Fuori dallo stabile diversi lavoratori hanno espresso perplessità sui lavori che sono stati richiesti, ma hanno anche spiegato la situazione precaria in cui si sentono: sia i dipendenti fissi che gli stagionali (la maggior parte) sanno che “lì c’è la porta”. “Ci tengono per lo più stagionali, non sai mai se verrai richiamato”. “Dipendiamo dai comuni, dai sindaci che cambiano… dobbiamo stare al gioco”. “Faremmo a meno di andare (in Clarea), ma se ci dicono vai lì, ci dobbiamo andare”.

Abbiamo riferito questa cosa al direttore dei lavori, che ha smentito “Se qualcuno non vuole venire, può rifiutarsi.
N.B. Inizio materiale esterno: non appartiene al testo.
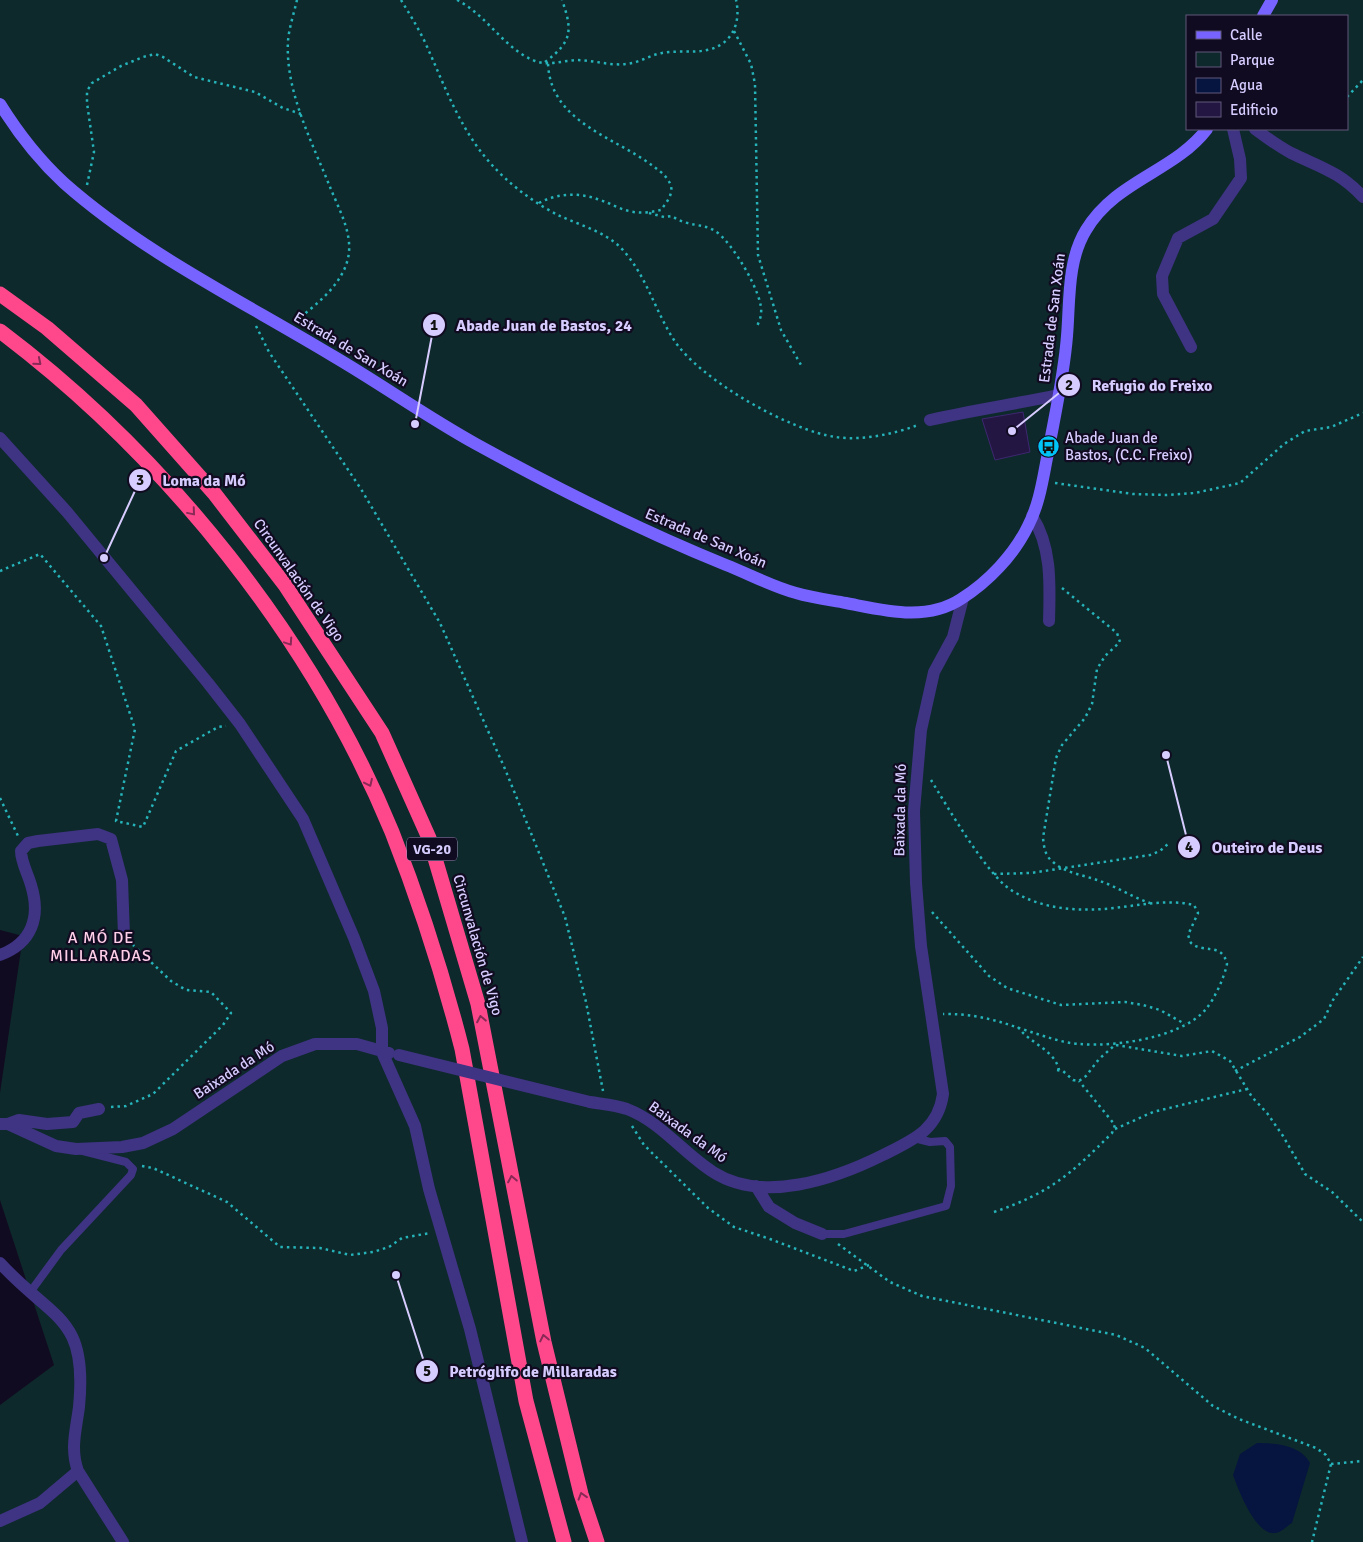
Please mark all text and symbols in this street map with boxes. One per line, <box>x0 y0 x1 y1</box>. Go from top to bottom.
legend <box>1186 15 1348 130</box>
text: Calle <box>1230 26 1263 44</box>
text: Parque <box>1230 51 1275 69</box>
text: Agua <box>1230 76 1263 94</box>
text: Edificio <box>1230 101 1278 119</box>
street label: Estrada de San Xoán <box>1035 252 1069 384</box>
street label: Estrada de San Xoán <box>290 308 412 390</box>
callout: Abade Juan de Bastos, 24 <box>421 310 642 341</box>
text: 1 <box>430 316 438 334</box>
text: Abade Juan de Bastos, 24 <box>456 316 632 336</box>
one-way arrow <box>32 356 41 364</box>
callout: Refugio do Freixo <box>1056 370 1222 401</box>
text: 2 <box>1065 376 1073 394</box>
text: Refugio do Freixo <box>1092 376 1212 396</box>
place label: Abade Juan de Bastos, (C.C. Freixo) <box>1065 429 1192 464</box>
bus stop icon: Abade Juan de Bastos, (C.C. Freixo) <box>1037 435 1061 459</box>
callout: Loma da Mó <box>128 465 256 496</box>
text: 3 <box>136 471 144 489</box>
text: Loma da Mó <box>162 471 246 491</box>
street label: Estrada de San Xoán <box>642 504 770 572</box>
one-way arrow <box>186 506 194 515</box>
street label: Circunvalación de Vigo <box>250 515 348 645</box>
one-way arrow <box>283 636 292 646</box>
street label: Baixada da Mó <box>890 763 910 856</box>
one-way arrow <box>363 778 373 787</box>
callout: Outeiro de Deus <box>1177 832 1332 863</box>
road number: VG-20 <box>407 838 457 861</box>
text: 4 <box>1185 838 1193 856</box>
text: Outeiro de Deus <box>1212 838 1322 858</box>
street label: Circunvalación de Vigo <box>449 872 507 1018</box>
district label: A MÓ DE MILLARADAS <box>50 928 152 966</box>
one-way arrow <box>476 1015 487 1023</box>
street label: Baixada da Mó <box>190 1037 278 1103</box>
street label: Baixada da Mó <box>645 1097 731 1167</box>
one-way arrow <box>507 1174 518 1183</box>
one-way arrow <box>539 1334 549 1342</box>
callout: Petróglifo de Millaradas <box>414 1356 627 1387</box>
text: 5 <box>423 1362 431 1380</box>
text: Petróglifo de Millaradas <box>449 1362 617 1382</box>
one-way arrow <box>577 1492 587 1500</box>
Spero proprio che nessuno si senta obbligato”. Accogliamo questa come una buona notizia, ma sarà poi vero? Che libertà ha un dipendente di rifiutarsi di lavorare di fronte al datore di lavoro senza subire conseguenze?

Ci hanno promesso che ne parleranno tra loro. Oggi si conclude la prima, piccola, tranche di lavori, la pulizia dell’area di riproduzione della farfalla. Lavori svolti con la polizia sul collo. Più che a proteggere lo svolgimento dei lavori, sembra che vigili su dei lavoratori forzati. “Spuntano puffi da tutte le parti, sembra di andare a funghi”.

Solo una mano di vernice

Sia i dipendenti, sia il direttore sembrano abbiano molto chiare le funzioni del loro lavoro. “E’ solo una mano di vernice” “il Consorzio non è come un qualsiasi privato, la nostra presenza serve solo a dare una qualifica all’intervento” che, diplomaticamente, “rischia di essere un gran c***ta”.